=== Begin Enclosure ===

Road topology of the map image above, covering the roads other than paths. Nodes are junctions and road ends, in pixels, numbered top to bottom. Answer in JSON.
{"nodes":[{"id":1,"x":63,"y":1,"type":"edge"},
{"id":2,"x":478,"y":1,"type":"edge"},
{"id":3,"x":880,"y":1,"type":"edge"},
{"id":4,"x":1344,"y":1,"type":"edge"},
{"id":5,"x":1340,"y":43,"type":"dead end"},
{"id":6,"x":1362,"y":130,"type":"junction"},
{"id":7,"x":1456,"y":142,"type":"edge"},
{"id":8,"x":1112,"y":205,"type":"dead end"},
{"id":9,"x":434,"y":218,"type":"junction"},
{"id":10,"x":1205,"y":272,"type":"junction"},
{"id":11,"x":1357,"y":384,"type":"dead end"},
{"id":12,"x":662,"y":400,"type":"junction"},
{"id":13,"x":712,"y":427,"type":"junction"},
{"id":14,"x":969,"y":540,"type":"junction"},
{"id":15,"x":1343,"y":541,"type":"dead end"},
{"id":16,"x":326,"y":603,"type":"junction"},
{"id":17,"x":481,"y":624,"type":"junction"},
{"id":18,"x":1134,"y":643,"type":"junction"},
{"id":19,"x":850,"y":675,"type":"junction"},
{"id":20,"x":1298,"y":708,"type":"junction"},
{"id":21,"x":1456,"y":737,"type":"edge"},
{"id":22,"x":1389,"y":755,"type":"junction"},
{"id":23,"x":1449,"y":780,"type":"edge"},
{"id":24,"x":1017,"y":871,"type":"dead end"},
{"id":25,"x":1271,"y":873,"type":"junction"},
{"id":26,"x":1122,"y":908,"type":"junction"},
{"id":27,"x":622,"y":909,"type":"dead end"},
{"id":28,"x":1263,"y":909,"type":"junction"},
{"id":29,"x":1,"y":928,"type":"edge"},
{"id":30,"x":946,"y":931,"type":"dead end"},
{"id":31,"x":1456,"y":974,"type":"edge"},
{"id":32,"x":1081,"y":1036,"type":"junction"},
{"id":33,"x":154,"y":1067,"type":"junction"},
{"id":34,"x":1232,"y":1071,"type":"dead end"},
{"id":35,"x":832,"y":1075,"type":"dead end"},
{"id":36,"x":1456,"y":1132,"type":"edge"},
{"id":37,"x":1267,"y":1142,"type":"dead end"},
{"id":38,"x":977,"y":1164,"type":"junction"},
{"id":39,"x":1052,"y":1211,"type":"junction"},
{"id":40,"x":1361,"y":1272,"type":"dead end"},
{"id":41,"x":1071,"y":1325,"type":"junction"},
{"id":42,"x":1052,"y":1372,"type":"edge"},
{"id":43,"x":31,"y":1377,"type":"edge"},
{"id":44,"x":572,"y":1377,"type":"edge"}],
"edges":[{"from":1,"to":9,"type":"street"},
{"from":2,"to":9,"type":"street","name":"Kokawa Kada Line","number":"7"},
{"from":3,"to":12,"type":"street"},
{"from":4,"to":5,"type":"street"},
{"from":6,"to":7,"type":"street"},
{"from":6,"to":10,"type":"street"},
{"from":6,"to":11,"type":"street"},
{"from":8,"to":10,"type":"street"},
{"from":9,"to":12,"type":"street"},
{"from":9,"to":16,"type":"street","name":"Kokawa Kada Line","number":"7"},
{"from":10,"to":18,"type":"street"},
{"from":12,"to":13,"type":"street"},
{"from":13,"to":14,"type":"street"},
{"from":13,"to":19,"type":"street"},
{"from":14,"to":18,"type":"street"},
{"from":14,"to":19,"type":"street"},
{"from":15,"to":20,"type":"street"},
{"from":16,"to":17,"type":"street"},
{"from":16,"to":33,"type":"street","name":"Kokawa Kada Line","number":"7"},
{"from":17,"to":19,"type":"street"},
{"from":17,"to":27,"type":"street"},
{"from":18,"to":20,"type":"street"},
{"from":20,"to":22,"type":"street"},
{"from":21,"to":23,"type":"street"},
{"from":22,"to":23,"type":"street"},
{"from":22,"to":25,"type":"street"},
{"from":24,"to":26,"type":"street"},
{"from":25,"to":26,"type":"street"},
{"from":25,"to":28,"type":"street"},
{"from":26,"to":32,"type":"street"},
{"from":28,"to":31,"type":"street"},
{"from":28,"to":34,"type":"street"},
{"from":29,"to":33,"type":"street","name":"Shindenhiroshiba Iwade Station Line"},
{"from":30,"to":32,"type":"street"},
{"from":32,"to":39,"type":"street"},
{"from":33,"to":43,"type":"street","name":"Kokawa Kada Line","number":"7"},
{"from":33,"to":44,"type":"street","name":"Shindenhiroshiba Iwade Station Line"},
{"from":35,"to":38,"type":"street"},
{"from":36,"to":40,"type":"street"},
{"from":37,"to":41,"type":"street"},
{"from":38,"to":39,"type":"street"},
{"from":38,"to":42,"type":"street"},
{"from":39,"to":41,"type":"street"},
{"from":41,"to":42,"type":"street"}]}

=== End Enclosure ===

A word-for-word restatement of the data above is required.

• **Result below**
Road topology of the map image above, covering the roads other than paths. Nodes are junctions and road ends, in pixels, numbered top to bottom. Answer in JSON.
{"nodes":[{"id":1,"x":63,"y":1,"type":"edge"},
{"id":2,"x":478,"y":1,"type":"edge"},
{"id":3,"x":880,"y":1,"type":"edge"},
{"id":4,"x":1344,"y":1,"type":"edge"},
{"id":5,"x":1340,"y":43,"type":"dead end"},
{"id":6,"x":1362,"y":130,"type":"junction"},
{"id":7,"x":1456,"y":142,"type":"edge"},
{"id":8,"x":1112,"y":205,"type":"dead end"},
{"id":9,"x":434,"y":218,"type":"junction"},
{"id":10,"x":1205,"y":272,"type":"junction"},
{"id":11,"x":1357,"y":384,"type":"dead end"},
{"id":12,"x":662,"y":400,"type":"junction"},
{"id":13,"x":712,"y":427,"type":"junction"},
{"id":14,"x":969,"y":540,"type":"junction"},
{"id":15,"x":1343,"y":541,"type":"dead end"},
{"id":16,"x":326,"y":603,"type":"junction"},
{"id":17,"x":481,"y":624,"type":"junction"},
{"id":18,"x":1134,"y":643,"type":"junction"},
{"id":19,"x":850,"y":675,"type":"junction"},
{"id":20,"x":1298,"y":708,"type":"junction"},
{"id":21,"x":1456,"y":737,"type":"edge"},
{"id":22,"x":1389,"y":755,"type":"junction"},
{"id":23,"x":1449,"y":780,"type":"edge"},
{"id":24,"x":1017,"y":871,"type":"dead end"},
{"id":25,"x":1271,"y":873,"type":"junction"},
{"id":26,"x":1122,"y":908,"type":"junction"},
{"id":27,"x":622,"y":909,"type":"dead end"},
{"id":28,"x":1263,"y":909,"type":"junction"},
{"id":29,"x":1,"y":928,"type":"edge"},
{"id":30,"x":946,"y":931,"type":"dead end"},
{"id":31,"x":1456,"y":974,"type":"edge"},
{"id":32,"x":1081,"y":1036,"type":"junction"},
{"id":33,"x":154,"y":1067,"type":"junction"},
{"id":34,"x":1232,"y":1071,"type":"dead end"},
{"id":35,"x":832,"y":1075,"type":"dead end"},
{"id":36,"x":1456,"y":1132,"type":"edge"},
{"id":37,"x":1267,"y":1142,"type":"dead end"},
{"id":38,"x":977,"y":1164,"type":"junction"},
{"id":39,"x":1052,"y":1211,"type":"junction"},
{"id":40,"x":1361,"y":1272,"type":"dead end"},
{"id":41,"x":1071,"y":1325,"type":"junction"},
{"id":42,"x":1052,"y":1372,"type":"edge"},
{"id":43,"x":31,"y":1377,"type":"edge"},
{"id":44,"x":572,"y":1377,"type":"edge"}],
"edges":[{"from":1,"to":9,"type":"street"},
{"from":2,"to":9,"type":"street","name":"Kokawa Kada Line","number":"7"},
{"from":3,"to":12,"type":"street"},
{"from":4,"to":5,"type":"street"},
{"from":6,"to":7,"type":"street"},
{"from":6,"to":10,"type":"street"},
{"from":6,"to":11,"type":"street"},
{"from":8,"to":10,"type":"street"},
{"from":9,"to":12,"type":"street"},
{"from":9,"to":16,"type":"street","name":"Kokawa Kada Line","number":"7"},
{"from":10,"to":18,"type":"street"},
{"from":12,"to":13,"type":"street"},
{"from":13,"to":14,"type":"street"},
{"from":13,"to":19,"type":"street"},
{"from":14,"to":18,"type":"street"},
{"from":14,"to":19,"type":"street"},
{"from":15,"to":20,"type":"street"},
{"from":16,"to":17,"type":"street"},
{"from":16,"to":33,"type":"street","name":"Kokawa Kada Line","number":"7"},
{"from":17,"to":19,"type":"street"},
{"from":17,"to":27,"type":"street"},
{"from":18,"to":20,"type":"street"},
{"from":20,"to":22,"type":"street"},
{"from":21,"to":23,"type":"street"},
{"from":22,"to":23,"type":"street"},
{"from":22,"to":25,"type":"street"},
{"from":24,"to":26,"type":"street"},
{"from":25,"to":26,"type":"street"},
{"from":25,"to":28,"type":"street"},
{"from":26,"to":32,"type":"street"},
{"from":28,"to":31,"type":"street"},
{"from":28,"to":34,"type":"street"},
{"from":29,"to":33,"type":"street","name":"Shindenhiroshiba Iwade Station Line"},
{"from":30,"to":32,"type":"street"},
{"from":32,"to":39,"type":"street"},
{"from":33,"to":43,"type":"street","name":"Kokawa Kada Line","number":"7"},
{"from":33,"to":44,"type":"street","name":"Shindenhiroshiba Iwade Station Line"},
{"from":35,"to":38,"type":"street"},
{"from":36,"to":40,"type":"street"},
{"from":37,"to":41,"type":"street"},
{"from":38,"to":39,"type":"street"},
{"from":38,"to":42,"type":"street"},
{"from":39,"to":41,"type":"street"},
{"from":41,"to":42,"type":"street"}]}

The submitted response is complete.